Task directions: Please return the data that follows precisely as written, but without the images.

Material to process:
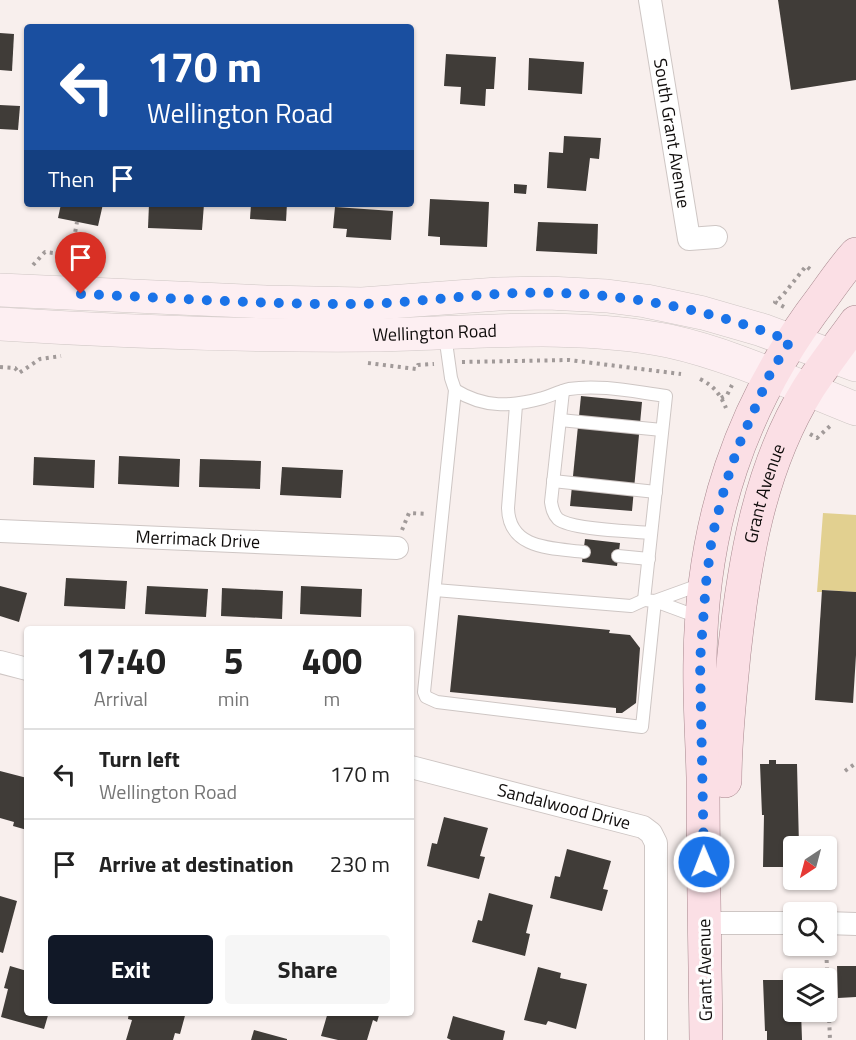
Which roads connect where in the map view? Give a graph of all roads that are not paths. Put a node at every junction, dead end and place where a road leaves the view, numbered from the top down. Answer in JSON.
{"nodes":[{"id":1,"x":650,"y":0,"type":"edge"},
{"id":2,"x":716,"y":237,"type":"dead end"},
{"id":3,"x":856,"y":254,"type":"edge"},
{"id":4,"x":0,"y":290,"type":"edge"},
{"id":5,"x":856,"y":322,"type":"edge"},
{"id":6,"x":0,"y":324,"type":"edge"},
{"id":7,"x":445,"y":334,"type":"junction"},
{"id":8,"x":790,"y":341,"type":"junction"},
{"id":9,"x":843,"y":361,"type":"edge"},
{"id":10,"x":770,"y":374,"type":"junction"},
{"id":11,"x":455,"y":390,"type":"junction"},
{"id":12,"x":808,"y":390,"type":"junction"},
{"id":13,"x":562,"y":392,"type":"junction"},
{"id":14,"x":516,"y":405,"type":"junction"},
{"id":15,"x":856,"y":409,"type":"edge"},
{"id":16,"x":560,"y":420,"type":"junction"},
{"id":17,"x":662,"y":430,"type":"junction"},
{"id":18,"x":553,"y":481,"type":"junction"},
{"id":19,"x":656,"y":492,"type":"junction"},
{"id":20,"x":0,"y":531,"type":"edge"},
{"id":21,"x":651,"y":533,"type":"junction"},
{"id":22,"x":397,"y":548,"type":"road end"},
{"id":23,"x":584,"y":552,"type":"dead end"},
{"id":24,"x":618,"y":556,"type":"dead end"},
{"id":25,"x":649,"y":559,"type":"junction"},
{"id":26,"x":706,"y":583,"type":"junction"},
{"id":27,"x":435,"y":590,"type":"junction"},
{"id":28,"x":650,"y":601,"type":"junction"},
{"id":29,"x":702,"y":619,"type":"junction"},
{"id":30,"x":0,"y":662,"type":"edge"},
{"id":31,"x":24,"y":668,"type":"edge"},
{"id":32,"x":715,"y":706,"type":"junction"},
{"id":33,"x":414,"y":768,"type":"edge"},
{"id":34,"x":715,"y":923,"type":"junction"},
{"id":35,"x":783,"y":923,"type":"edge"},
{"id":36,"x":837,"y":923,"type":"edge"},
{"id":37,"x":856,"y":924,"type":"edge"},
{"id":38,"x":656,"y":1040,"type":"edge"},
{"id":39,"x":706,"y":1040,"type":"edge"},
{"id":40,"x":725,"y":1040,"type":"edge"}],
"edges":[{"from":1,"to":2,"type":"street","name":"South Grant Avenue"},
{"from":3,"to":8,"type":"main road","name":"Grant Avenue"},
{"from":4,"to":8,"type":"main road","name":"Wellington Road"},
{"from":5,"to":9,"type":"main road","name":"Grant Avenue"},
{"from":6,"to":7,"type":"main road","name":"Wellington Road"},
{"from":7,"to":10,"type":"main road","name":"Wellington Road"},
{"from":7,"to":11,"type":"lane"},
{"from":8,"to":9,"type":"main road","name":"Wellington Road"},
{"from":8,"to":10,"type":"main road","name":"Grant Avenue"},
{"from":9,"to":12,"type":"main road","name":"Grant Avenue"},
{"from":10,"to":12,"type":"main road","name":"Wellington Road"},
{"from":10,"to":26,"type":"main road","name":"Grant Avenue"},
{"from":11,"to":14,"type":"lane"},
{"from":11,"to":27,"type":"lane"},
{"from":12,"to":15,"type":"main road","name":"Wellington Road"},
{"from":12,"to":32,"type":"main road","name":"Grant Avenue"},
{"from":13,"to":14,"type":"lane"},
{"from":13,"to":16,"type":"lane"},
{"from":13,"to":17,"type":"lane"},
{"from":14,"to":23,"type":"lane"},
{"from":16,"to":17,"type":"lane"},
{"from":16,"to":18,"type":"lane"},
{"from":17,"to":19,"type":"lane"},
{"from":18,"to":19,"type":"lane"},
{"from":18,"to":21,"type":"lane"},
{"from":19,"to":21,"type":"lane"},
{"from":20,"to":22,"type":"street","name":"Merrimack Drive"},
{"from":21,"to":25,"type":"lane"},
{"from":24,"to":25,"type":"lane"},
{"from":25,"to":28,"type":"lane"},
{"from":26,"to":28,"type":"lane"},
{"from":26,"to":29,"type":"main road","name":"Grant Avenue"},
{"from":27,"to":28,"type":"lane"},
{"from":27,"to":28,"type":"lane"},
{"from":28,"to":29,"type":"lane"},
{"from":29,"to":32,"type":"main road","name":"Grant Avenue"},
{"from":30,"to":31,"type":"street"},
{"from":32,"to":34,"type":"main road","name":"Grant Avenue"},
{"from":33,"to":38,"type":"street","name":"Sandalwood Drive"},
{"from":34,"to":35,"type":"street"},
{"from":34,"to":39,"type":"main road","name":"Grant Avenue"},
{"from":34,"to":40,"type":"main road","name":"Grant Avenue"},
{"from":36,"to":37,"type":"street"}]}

Finished task:
Which roads connect where in the map view? Give a graph of all roads that are not paths. Put a node at every junction, dead end and place where a road leaves the view, numbered from the top down. Answer in JSON.
{"nodes":[{"id":1,"x":650,"y":0,"type":"edge"},
{"id":2,"x":716,"y":237,"type":"dead end"},
{"id":3,"x":856,"y":254,"type":"edge"},
{"id":4,"x":0,"y":290,"type":"edge"},
{"id":5,"x":856,"y":322,"type":"edge"},
{"id":6,"x":0,"y":324,"type":"edge"},
{"id":7,"x":445,"y":334,"type":"junction"},
{"id":8,"x":790,"y":341,"type":"junction"},
{"id":9,"x":843,"y":361,"type":"edge"},
{"id":10,"x":770,"y":374,"type":"junction"},
{"id":11,"x":455,"y":390,"type":"junction"},
{"id":12,"x":808,"y":390,"type":"junction"},
{"id":13,"x":562,"y":392,"type":"junction"},
{"id":14,"x":516,"y":405,"type":"junction"},
{"id":15,"x":856,"y":409,"type":"edge"},
{"id":16,"x":560,"y":420,"type":"junction"},
{"id":17,"x":662,"y":430,"type":"junction"},
{"id":18,"x":553,"y":481,"type":"junction"},
{"id":19,"x":656,"y":492,"type":"junction"},
{"id":20,"x":0,"y":531,"type":"edge"},
{"id":21,"x":651,"y":533,"type":"junction"},
{"id":22,"x":397,"y":548,"type":"road end"},
{"id":23,"x":584,"y":552,"type":"dead end"},
{"id":24,"x":618,"y":556,"type":"dead end"},
{"id":25,"x":649,"y":559,"type":"junction"},
{"id":26,"x":706,"y":583,"type":"junction"},
{"id":27,"x":435,"y":590,"type":"junction"},
{"id":28,"x":650,"y":601,"type":"junction"},
{"id":29,"x":702,"y":619,"type":"junction"},
{"id":30,"x":0,"y":662,"type":"edge"},
{"id":31,"x":24,"y":668,"type":"edge"},
{"id":32,"x":715,"y":706,"type":"junction"},
{"id":33,"x":414,"y":768,"type":"edge"},
{"id":34,"x":715,"y":923,"type":"junction"},
{"id":35,"x":783,"y":923,"type":"edge"},
{"id":36,"x":837,"y":923,"type":"edge"},
{"id":37,"x":856,"y":924,"type":"edge"},
{"id":38,"x":656,"y":1040,"type":"edge"},
{"id":39,"x":706,"y":1040,"type":"edge"},
{"id":40,"x":725,"y":1040,"type":"edge"}],
"edges":[{"from":1,"to":2,"type":"street","name":"South Grant Avenue"},
{"from":3,"to":8,"type":"main road","name":"Grant Avenue"},
{"from":4,"to":8,"type":"main road","name":"Wellington Road"},
{"from":5,"to":9,"type":"main road","name":"Grant Avenue"},
{"from":6,"to":7,"type":"main road","name":"Wellington Road"},
{"from":7,"to":10,"type":"main road","name":"Wellington Road"},
{"from":7,"to":11,"type":"lane"},
{"from":8,"to":9,"type":"main road","name":"Wellington Road"},
{"from":8,"to":10,"type":"main road","name":"Grant Avenue"},
{"from":9,"to":12,"type":"main road","name":"Grant Avenue"},
{"from":10,"to":12,"type":"main road","name":"Wellington Road"},
{"from":10,"to":26,"type":"main road","name":"Grant Avenue"},
{"from":11,"to":14,"type":"lane"},
{"from":11,"to":27,"type":"lane"},
{"from":12,"to":15,"type":"main road","name":"Wellington Road"},
{"from":12,"to":32,"type":"main road","name":"Grant Avenue"},
{"from":13,"to":14,"type":"lane"},
{"from":13,"to":16,"type":"lane"},
{"from":13,"to":17,"type":"lane"},
{"from":14,"to":23,"type":"lane"},
{"from":16,"to":17,"type":"lane"},
{"from":16,"to":18,"type":"lane"},
{"from":17,"to":19,"type":"lane"},
{"from":18,"to":19,"type":"lane"},
{"from":18,"to":21,"type":"lane"},
{"from":19,"to":21,"type":"lane"},
{"from":20,"to":22,"type":"street","name":"Merrimack Drive"},
{"from":21,"to":25,"type":"lane"},
{"from":24,"to":25,"type":"lane"},
{"from":25,"to":28,"type":"lane"},
{"from":26,"to":28,"type":"lane"},
{"from":26,"to":29,"type":"main road","name":"Grant Avenue"},
{"from":27,"to":28,"type":"lane"},
{"from":27,"to":28,"type":"lane"},
{"from":28,"to":29,"type":"lane"},
{"from":29,"to":32,"type":"main road","name":"Grant Avenue"},
{"from":30,"to":31,"type":"street"},
{"from":32,"to":34,"type":"main road","name":"Grant Avenue"},
{"from":33,"to":38,"type":"street","name":"Sandalwood Drive"},
{"from":34,"to":35,"type":"street"},
{"from":34,"to":39,"type":"main road","name":"Grant Avenue"},
{"from":34,"to":40,"type":"main road","name":"Grant Avenue"},
{"from":36,"to":37,"type":"street"}]}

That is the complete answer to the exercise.